Sono diffuse sempre più le unioni di fatto e la nascita di bimbi fuori dal regime matrimoniale (21,7% dei nati nel 2009). Il che dimostra che in molti casi il fattore principale non è una diminuita affezione al legame, quanto una questione economica e in alcuni casi culturale.

Si alza anche l’età media degli sposi: il 7% in meno si sposa prima dei 35 anni. Ma non è l’Italia maglia nera dell’Europa, il calo è una realtà che si riscontra in tutti i paesi europei: Spagna, Gran Bretagna e Stati Uniti vivono lo stesso fenomeno.
Il segmento delle nozze è una voce importante del settore orafo. I gioielli bridal costituiscono una fetta di mercato importante, specie per le fedi, simbolo per eccellenza del matrimonio.
Ma questo calo descritto dall’indagine Istat è sentito anche dai produttori?

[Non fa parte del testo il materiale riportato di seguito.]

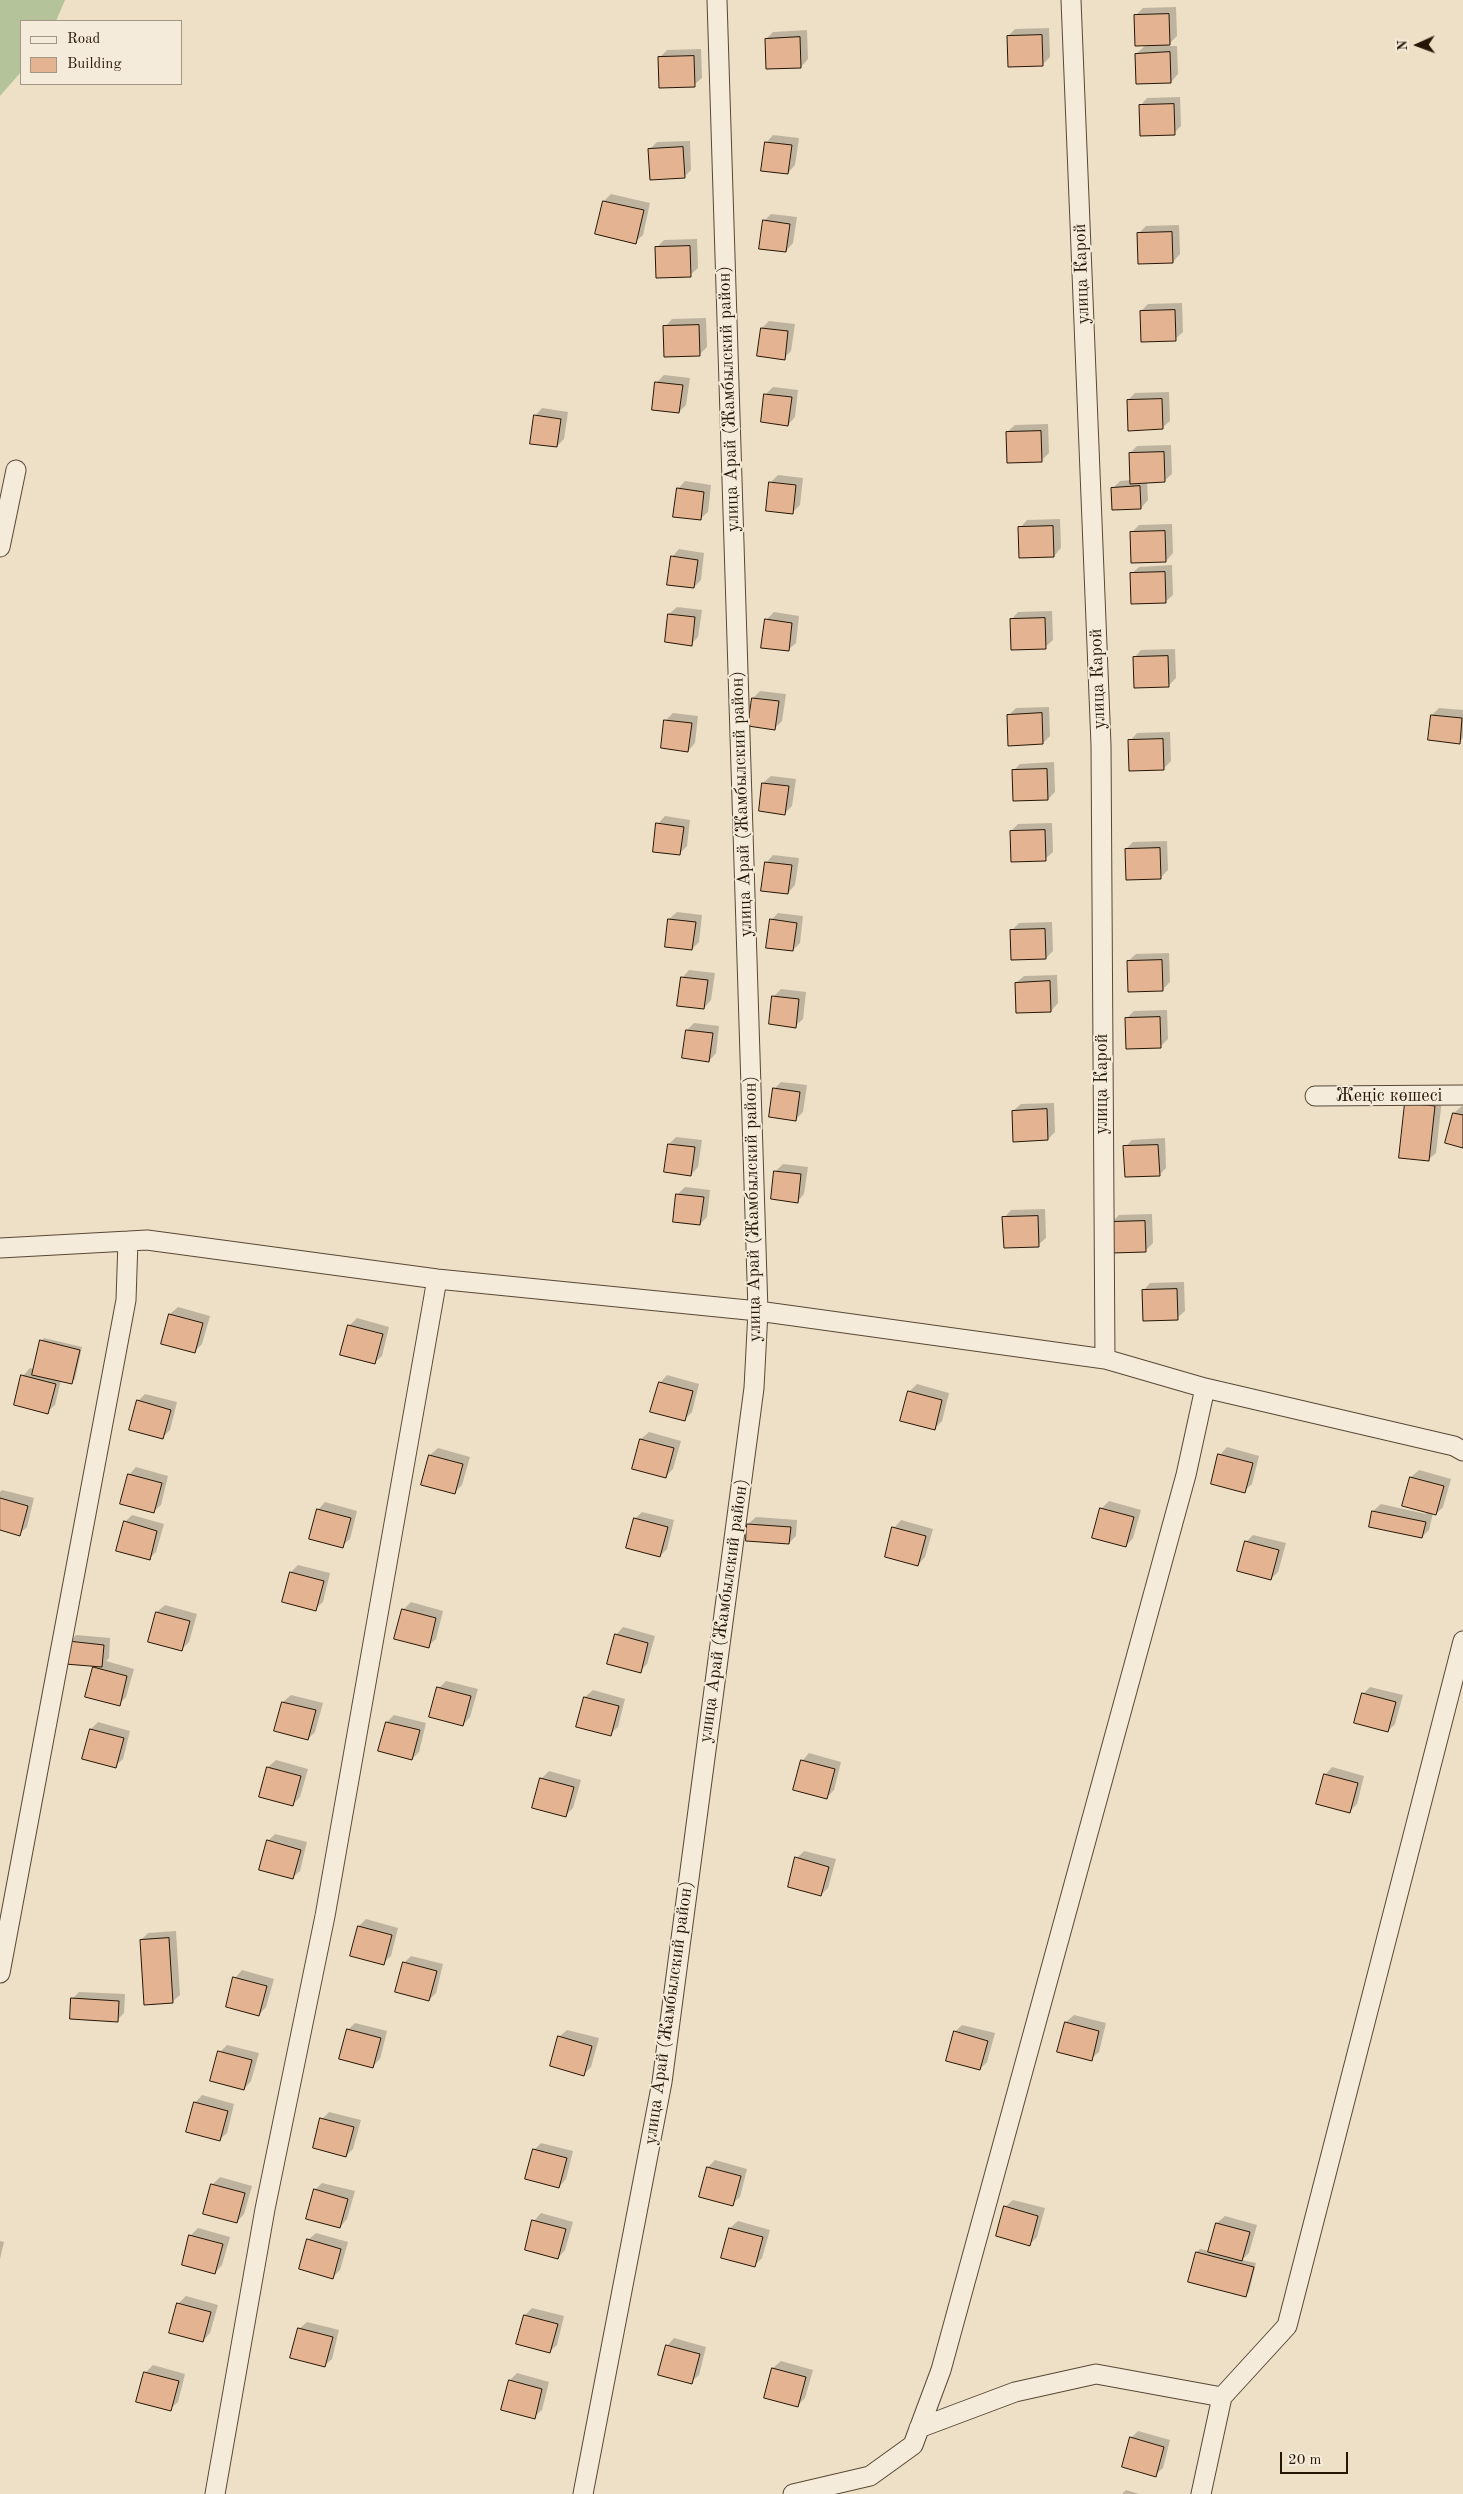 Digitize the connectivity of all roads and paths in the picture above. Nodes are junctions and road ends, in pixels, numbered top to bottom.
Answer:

“Nel 2010 abbiamo riscontrato gli stessi numeri dell’anno precedente – spiega Alessandra Polello, responsabile marketing di Polello, uno dei più grandi produttori italiani di fedi -. Nessun calo, ma neanche un aumento: una sostanziale parità. Probabilmente perché il matrimonio è legato anche ad un fattore economico: chi si sposa lo fa in grande, e il nostro prodotto copre un target alto che risente meno di altri della crisi. Se diamo uno sguardo ai dati più aggiornati, quelli del 2011, che naturalmente sono ancora parziali, ci confermano un trend positivo per numero di pezzi, ma le somme potranno essere tirate a fine anno. Va però aggiunto che le fedi non sono un oggetto necessariamente “da matrimonio”: spesso sono un regalo legato a momenti importanti della coppia, anche un anniversario o una ricorrenza di persone che convivono senza essere sposate”.

“Seguiamo con molta attenzione le tendenze e i dati del settore nozze – dichiara Domenico Giannotti, titolare di Diana Srl, produttore di fedi classiche ma anche di linee originali ed estrose –. Questi ultimi, in particolare, che parlano di un calo nel numero di matrimoni celebrati, sono realistici ma non hanno avuto ripercussioni sulla nostra azienda. Questo perché il nostro prodotto copre una fascia molto ampia ed è alla portata di tutti: probabilmente a soffrire di più sono quelle fedi molto costose, con altissimo valore aggiunto, magari con brillanti. Ritengo che il calo sia dovuto alla congiuntura attuale, e che proprio per questo le nozze siano più che altro rimandate. Quello che abbiamo certamente notato in questa fase è l’abbassamento del peso medio degli anelli nuziali”.

“Il calo dei matrimoni è coinciso con il calo di tutte le tipologie di indosso della sposa – commenta Paolo Verde, titolare di Lucebianca, l’azienda che produce i gioielli LeBebé e anche la collezione Vera, un anello unico che consente di “vestire” la fede nuziale con un’iniziale in brillanti, ma che si occupa anche di ingrosso di oreficeria – come orecchini, brillanti, perle. Ma la fede resiste: del resto, è il simbolo per eccellenza del legame tra due persone e continua ad essere la protagonista del segmento bridal”.